» **How to complete this task**
Please report every line of the listing below that has the word "Schlüterstraße" in it.

================================

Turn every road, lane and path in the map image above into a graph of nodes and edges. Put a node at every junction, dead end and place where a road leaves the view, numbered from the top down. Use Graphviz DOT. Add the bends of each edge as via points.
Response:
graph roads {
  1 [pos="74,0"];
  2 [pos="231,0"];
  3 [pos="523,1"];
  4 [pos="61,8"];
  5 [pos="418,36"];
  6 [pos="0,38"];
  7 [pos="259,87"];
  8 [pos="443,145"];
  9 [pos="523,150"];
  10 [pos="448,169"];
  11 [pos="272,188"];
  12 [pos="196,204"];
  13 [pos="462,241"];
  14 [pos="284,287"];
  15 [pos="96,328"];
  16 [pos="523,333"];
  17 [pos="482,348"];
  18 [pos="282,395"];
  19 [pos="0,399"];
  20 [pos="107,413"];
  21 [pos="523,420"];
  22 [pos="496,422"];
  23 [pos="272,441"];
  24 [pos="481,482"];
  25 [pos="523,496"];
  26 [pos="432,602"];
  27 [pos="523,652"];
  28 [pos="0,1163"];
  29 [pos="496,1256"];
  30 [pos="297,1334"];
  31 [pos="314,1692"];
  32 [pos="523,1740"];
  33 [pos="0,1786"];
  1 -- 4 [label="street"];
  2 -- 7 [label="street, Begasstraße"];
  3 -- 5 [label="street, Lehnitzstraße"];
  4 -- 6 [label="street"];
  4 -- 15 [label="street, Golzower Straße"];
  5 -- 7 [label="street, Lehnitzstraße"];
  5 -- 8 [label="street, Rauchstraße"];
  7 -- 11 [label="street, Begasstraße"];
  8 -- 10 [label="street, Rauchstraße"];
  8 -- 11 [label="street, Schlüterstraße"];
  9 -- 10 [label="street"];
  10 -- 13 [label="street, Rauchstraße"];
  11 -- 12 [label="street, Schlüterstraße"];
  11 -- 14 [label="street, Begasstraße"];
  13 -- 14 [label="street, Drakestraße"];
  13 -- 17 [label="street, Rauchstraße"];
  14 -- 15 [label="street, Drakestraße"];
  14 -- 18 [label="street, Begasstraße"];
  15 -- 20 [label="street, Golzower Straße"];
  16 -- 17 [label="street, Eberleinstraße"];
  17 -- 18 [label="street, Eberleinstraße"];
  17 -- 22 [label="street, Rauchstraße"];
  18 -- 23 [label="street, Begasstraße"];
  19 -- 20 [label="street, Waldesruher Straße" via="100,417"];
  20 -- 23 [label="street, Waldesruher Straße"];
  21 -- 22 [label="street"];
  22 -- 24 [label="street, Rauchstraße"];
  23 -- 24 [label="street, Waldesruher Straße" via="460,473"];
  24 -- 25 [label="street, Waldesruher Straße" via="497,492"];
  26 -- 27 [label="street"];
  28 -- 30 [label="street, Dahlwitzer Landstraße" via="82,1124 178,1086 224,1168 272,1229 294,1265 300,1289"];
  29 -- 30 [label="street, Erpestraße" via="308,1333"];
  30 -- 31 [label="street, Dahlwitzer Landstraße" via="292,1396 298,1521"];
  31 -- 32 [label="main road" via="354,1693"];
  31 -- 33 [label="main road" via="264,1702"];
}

================================

» **Completed task**
  8 -- 11 [label="street, Schlüterstraße"];
  11 -- 12 [label="street, Schlüterstraße"];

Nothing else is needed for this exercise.